Edewecht - Ein Gerät, das im Alltag Menschenleben retten kann, wird völlig unterschätzt: Rauchmelder. Die fünf Freiwilligen Feuerwehren in der Gemeinde Edewecht informierten am Sonntag über die Geräte im Rahmen eines „Rauchmelder-Tages“.
Dabei stellten die Feuerwehrkameraden den interessierten Besuchern unterschiedliche Modelle in unterschiedlichen Preiskategorien vor, die von 17 Euro bis 27 Euro reichten. Bei der Freiwilligen Feuerwehr in Edewecht waren es überwiegend ältere Menschen, die das Beratungs- und Informationsangebot wahrnahmen, wie Ortsbrandmeister (OBM) Andree Hoffbuhr feststellte.

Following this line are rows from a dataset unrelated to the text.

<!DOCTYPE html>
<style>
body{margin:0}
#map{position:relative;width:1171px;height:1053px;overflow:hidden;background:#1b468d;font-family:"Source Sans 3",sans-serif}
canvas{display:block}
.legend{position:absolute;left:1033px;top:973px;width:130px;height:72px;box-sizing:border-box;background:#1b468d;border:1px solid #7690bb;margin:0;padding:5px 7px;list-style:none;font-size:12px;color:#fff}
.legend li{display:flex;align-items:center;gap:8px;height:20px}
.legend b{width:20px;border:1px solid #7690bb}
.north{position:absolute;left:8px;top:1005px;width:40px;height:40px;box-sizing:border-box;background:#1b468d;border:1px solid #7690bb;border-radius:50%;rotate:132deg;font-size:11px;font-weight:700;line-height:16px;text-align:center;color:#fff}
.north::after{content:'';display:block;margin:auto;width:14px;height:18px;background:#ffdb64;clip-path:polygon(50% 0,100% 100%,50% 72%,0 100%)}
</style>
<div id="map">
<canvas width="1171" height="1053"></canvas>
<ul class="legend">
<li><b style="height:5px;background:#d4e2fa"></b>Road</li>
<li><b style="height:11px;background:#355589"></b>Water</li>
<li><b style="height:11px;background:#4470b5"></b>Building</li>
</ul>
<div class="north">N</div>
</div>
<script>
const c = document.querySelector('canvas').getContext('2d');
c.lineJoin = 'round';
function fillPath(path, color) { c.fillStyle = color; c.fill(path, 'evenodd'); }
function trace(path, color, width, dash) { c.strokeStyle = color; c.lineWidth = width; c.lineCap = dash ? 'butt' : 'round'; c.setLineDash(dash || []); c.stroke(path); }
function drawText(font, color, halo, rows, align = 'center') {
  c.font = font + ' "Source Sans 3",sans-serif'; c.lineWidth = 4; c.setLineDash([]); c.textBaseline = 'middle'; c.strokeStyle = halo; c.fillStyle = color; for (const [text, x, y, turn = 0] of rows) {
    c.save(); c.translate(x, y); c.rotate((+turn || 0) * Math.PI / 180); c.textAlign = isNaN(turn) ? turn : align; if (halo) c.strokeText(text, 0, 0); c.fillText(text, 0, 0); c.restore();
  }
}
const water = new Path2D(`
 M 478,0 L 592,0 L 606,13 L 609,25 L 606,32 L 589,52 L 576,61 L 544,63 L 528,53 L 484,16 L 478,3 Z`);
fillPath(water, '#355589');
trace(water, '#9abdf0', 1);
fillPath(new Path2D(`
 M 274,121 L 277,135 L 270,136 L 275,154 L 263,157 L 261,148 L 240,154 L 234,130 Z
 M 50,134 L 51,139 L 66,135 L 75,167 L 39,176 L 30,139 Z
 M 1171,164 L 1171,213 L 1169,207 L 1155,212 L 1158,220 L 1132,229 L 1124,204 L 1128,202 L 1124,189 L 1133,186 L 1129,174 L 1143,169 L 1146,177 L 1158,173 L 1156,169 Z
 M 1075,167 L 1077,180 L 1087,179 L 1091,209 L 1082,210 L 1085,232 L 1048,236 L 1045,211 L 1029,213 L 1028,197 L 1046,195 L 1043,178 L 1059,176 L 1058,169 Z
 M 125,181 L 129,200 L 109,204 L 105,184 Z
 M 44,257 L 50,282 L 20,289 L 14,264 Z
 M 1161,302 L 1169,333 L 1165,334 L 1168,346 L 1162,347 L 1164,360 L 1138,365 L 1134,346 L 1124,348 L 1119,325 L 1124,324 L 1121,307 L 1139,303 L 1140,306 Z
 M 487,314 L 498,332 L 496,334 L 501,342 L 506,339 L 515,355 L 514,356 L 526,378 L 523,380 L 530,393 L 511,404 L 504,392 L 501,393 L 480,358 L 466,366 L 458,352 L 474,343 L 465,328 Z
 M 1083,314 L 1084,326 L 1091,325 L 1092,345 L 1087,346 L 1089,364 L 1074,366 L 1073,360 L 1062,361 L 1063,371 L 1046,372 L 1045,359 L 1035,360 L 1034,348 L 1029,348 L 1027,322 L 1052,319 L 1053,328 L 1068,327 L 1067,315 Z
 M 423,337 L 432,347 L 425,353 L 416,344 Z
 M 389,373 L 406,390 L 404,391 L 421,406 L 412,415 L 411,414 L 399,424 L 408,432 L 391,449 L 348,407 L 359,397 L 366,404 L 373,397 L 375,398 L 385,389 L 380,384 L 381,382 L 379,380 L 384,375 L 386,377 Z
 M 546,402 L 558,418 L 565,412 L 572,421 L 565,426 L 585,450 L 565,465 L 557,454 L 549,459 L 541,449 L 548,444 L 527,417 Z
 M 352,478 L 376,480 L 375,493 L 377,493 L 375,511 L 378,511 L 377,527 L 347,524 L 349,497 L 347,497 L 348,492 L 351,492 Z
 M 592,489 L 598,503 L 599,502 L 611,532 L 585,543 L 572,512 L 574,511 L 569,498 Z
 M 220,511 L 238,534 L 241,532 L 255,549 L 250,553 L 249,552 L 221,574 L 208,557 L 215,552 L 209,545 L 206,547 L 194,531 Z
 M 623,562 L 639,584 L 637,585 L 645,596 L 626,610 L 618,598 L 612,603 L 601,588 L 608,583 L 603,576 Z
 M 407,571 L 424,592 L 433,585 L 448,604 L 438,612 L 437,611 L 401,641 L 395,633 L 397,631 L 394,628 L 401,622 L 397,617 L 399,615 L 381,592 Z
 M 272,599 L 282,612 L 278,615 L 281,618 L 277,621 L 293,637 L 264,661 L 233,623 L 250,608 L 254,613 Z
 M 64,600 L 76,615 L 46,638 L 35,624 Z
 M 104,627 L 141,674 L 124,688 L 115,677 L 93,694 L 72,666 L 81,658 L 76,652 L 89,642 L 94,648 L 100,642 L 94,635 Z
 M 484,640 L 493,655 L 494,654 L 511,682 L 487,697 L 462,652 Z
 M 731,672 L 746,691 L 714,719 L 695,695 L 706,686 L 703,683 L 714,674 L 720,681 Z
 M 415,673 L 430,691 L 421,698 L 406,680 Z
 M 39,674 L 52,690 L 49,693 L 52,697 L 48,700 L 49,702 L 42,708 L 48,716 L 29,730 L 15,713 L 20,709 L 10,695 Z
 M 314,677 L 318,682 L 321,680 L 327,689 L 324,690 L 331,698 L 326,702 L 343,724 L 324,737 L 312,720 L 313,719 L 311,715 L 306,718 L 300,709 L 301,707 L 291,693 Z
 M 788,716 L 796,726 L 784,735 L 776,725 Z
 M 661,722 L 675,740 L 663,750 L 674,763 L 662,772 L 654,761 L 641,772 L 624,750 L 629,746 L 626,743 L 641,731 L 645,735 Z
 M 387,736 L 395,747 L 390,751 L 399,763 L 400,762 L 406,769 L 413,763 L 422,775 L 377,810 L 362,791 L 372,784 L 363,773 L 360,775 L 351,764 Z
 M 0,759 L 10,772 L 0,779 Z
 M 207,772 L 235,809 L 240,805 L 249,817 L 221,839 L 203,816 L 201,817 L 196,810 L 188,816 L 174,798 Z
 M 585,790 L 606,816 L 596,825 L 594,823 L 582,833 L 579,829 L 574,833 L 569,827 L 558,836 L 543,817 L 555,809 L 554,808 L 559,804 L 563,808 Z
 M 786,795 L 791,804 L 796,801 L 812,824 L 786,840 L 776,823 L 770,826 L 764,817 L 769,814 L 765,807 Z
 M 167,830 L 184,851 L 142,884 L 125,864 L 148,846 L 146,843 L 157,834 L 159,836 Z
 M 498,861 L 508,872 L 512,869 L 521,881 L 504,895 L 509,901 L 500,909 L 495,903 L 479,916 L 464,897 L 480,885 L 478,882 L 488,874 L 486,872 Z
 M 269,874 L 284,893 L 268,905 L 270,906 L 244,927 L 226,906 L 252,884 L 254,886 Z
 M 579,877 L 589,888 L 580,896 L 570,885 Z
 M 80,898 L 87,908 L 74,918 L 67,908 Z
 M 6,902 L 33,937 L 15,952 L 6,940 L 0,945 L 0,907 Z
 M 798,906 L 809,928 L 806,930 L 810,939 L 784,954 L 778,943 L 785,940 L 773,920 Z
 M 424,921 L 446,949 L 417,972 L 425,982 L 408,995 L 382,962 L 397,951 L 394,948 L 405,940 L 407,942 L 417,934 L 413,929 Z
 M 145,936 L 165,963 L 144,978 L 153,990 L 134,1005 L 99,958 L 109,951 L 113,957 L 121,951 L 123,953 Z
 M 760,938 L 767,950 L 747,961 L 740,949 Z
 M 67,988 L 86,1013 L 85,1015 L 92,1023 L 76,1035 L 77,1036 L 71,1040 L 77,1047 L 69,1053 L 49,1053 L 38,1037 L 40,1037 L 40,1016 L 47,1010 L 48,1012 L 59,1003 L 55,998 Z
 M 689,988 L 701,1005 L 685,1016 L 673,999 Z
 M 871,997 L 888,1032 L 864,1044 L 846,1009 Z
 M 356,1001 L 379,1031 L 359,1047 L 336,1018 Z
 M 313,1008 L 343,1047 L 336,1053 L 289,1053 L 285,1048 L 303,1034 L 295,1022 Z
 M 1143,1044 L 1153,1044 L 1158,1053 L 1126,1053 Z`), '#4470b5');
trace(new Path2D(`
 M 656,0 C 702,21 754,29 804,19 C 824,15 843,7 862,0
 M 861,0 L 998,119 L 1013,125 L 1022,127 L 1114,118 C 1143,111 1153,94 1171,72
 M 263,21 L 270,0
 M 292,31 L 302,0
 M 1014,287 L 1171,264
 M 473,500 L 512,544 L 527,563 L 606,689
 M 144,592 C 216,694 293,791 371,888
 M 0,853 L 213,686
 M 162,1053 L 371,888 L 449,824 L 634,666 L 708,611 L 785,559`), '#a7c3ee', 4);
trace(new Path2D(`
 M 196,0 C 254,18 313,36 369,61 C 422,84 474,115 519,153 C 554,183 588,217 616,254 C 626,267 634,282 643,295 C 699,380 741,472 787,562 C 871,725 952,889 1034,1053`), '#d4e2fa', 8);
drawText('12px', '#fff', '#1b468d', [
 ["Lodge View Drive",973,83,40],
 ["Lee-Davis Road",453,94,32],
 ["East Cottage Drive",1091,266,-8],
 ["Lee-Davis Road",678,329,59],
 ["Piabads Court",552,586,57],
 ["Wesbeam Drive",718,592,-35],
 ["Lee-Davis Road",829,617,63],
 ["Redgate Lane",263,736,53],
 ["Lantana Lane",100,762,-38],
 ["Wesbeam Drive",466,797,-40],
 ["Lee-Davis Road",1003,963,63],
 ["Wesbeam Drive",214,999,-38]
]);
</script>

„Die Gäste ließen sich die Funktionen und die Technik erläutern“, so Hoffbuhr. Den Besuchern wurde darüber hinaus verdeutlicht, wie wichtig Rauchmelder seien – die rechtzeitige Warnung könne Menschenleben retten. Eine Erfahrung, die OBM Hoffbuhr und seine Kameraden bei ihren Einsätzen schon oft gemacht hatten.
Während Neubauten – wie es hieß – sofort mit Rauchwarnmeldern ausgestattet sein müssten, gelte für ältere Gebäude eine Übergangszeit bis Ende 2015. Notwendig seien die kleinen Alarmanlagen in Kinderzimmern, in Fluren und Schlafzimmern. Darüber hinaus sei es jedem freigestellt, weitere Anlagen im eigenen Zuhause zu installieren.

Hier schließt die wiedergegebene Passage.